Data excerpts:
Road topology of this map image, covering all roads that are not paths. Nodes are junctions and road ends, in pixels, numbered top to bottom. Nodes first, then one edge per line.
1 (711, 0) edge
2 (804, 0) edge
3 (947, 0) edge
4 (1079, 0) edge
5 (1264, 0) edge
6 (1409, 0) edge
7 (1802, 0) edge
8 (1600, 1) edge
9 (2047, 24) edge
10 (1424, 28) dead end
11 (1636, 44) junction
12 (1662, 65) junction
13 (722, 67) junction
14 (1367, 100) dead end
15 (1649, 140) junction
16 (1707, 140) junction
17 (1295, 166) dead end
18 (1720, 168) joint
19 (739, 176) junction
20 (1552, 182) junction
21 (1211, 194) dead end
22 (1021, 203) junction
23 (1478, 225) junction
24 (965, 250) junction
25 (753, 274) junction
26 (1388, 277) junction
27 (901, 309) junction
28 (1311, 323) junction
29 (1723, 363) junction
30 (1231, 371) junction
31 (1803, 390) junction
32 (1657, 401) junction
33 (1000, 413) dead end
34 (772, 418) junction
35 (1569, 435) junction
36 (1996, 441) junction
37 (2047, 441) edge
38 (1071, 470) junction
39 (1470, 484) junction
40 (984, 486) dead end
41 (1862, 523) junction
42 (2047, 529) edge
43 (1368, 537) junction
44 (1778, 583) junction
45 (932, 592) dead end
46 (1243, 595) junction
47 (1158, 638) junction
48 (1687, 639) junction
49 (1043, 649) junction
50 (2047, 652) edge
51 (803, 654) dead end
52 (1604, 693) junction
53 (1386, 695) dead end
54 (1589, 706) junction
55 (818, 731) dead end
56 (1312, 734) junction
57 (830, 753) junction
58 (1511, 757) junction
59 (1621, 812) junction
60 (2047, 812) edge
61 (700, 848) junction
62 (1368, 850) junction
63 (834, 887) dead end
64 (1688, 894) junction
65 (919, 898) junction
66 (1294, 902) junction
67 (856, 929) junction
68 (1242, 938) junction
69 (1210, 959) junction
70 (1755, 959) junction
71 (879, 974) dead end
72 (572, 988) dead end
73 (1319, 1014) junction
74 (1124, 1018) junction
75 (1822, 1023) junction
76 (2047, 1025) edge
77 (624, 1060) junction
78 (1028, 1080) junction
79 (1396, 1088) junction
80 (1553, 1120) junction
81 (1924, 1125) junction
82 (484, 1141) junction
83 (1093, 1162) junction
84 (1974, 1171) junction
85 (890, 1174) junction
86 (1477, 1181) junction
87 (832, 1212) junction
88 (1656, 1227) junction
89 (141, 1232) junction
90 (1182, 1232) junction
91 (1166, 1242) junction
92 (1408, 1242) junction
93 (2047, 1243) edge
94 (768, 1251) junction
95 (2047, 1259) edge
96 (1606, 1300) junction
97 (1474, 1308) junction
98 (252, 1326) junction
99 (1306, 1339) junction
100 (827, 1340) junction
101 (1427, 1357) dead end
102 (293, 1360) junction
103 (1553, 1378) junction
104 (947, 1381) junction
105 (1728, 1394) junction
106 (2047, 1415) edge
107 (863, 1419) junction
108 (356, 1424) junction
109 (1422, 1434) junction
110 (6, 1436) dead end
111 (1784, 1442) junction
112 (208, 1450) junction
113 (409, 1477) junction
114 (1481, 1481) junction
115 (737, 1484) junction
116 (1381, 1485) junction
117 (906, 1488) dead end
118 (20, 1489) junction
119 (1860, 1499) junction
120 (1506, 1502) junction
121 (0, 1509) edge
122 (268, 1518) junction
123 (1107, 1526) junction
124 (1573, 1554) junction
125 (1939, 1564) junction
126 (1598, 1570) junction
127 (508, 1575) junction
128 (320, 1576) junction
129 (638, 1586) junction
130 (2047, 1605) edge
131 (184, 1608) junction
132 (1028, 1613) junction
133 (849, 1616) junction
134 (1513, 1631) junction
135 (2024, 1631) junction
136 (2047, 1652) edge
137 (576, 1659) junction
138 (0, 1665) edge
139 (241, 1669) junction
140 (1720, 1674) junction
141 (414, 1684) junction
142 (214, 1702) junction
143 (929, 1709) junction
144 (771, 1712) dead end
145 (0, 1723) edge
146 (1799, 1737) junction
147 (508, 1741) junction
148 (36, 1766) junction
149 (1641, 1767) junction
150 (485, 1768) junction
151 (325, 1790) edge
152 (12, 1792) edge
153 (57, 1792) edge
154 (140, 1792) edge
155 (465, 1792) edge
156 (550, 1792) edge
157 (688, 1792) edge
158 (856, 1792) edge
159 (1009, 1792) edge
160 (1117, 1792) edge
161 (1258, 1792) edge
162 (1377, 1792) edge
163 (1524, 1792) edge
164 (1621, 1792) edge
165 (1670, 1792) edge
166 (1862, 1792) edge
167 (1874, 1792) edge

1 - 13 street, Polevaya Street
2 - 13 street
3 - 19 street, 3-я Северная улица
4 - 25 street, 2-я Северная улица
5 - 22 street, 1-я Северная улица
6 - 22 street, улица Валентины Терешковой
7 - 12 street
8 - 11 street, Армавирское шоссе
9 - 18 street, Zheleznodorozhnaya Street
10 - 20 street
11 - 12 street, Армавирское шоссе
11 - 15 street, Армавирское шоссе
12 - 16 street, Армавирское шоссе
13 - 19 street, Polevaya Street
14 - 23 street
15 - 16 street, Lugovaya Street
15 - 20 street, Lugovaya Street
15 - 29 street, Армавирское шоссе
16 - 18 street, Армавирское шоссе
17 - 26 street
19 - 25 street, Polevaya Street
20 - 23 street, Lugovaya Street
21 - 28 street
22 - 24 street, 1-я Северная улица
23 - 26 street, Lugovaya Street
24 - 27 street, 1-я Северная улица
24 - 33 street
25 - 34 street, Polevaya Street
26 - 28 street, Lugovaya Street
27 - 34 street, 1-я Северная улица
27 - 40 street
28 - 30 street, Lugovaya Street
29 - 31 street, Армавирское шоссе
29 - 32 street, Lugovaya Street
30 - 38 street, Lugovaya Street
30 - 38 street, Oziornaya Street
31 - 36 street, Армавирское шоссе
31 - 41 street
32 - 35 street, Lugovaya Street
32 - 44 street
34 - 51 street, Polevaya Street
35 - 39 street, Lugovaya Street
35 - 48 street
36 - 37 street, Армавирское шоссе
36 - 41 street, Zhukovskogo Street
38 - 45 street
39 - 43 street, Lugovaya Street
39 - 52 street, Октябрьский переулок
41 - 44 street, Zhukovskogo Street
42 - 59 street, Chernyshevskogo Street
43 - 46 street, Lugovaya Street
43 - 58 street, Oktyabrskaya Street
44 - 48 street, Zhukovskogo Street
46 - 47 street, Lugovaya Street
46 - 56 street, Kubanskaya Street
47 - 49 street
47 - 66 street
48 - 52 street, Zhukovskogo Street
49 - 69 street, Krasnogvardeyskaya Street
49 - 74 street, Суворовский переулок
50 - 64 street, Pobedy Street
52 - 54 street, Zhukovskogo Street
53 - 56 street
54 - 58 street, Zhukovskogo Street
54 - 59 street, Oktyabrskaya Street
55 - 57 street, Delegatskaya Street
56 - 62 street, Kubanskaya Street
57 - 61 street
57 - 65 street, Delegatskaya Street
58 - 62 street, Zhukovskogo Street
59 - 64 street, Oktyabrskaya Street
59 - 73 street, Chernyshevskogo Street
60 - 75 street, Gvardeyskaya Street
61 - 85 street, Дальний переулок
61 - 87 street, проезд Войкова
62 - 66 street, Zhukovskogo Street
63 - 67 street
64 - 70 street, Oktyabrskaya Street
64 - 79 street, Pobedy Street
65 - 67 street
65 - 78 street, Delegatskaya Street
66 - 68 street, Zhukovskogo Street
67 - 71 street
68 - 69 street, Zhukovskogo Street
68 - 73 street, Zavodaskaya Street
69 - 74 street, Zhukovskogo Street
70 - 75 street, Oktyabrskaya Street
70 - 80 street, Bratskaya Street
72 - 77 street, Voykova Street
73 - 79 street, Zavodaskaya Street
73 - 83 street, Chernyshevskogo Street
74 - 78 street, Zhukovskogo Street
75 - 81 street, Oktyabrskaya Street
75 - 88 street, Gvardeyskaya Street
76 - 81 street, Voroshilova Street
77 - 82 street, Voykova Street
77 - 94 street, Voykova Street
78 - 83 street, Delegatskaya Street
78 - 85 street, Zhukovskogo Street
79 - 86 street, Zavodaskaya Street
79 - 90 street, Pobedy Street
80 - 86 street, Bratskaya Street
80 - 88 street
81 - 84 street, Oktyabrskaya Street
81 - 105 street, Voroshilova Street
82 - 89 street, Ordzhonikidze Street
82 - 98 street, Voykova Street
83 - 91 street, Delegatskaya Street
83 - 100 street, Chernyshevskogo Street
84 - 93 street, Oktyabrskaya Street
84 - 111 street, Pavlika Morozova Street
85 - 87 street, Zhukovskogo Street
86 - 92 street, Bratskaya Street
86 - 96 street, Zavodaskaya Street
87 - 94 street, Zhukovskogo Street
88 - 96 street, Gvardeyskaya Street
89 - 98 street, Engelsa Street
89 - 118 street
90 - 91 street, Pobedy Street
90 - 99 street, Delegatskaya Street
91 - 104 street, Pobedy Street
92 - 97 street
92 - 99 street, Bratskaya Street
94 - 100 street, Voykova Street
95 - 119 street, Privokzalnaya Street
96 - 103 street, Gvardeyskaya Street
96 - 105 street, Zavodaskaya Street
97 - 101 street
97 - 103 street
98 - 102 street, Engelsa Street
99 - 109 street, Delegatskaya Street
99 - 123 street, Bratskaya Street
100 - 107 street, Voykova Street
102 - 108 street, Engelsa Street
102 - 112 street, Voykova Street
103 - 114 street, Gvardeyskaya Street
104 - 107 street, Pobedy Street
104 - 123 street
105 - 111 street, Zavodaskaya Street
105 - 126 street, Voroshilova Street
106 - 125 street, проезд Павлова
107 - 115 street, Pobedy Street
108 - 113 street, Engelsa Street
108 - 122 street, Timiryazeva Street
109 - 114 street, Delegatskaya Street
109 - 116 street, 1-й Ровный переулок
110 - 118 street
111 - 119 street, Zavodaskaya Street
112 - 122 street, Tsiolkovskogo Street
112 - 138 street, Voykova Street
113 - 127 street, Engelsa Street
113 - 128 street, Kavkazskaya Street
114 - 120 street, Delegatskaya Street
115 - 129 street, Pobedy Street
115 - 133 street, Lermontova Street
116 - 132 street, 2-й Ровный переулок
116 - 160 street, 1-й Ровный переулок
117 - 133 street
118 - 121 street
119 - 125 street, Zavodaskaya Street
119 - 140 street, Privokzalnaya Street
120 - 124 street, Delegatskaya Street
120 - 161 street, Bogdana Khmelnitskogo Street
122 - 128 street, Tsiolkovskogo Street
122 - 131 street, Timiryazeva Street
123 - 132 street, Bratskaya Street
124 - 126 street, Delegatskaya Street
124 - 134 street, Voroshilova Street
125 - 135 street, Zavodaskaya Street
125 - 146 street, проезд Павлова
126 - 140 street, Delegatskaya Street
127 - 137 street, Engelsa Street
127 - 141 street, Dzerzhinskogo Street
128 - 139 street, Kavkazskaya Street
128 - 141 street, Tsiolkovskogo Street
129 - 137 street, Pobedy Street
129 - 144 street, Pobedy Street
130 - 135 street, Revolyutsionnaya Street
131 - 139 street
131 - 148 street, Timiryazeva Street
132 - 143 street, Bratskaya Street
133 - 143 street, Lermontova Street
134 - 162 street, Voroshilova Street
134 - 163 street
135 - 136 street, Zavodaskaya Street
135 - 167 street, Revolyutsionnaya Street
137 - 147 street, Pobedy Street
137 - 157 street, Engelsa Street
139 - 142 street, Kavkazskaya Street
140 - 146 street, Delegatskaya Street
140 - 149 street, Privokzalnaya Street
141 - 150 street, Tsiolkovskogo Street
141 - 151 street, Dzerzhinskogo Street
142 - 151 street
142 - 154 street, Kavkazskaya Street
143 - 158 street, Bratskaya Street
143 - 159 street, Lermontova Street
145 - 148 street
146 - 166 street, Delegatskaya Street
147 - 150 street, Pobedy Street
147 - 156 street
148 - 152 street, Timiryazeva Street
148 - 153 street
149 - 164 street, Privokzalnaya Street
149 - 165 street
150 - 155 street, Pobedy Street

WHAT TO DO:
Note how many lines of the entries contain the string "улица", then give that number by itself.

OUTPUT BELOW:
7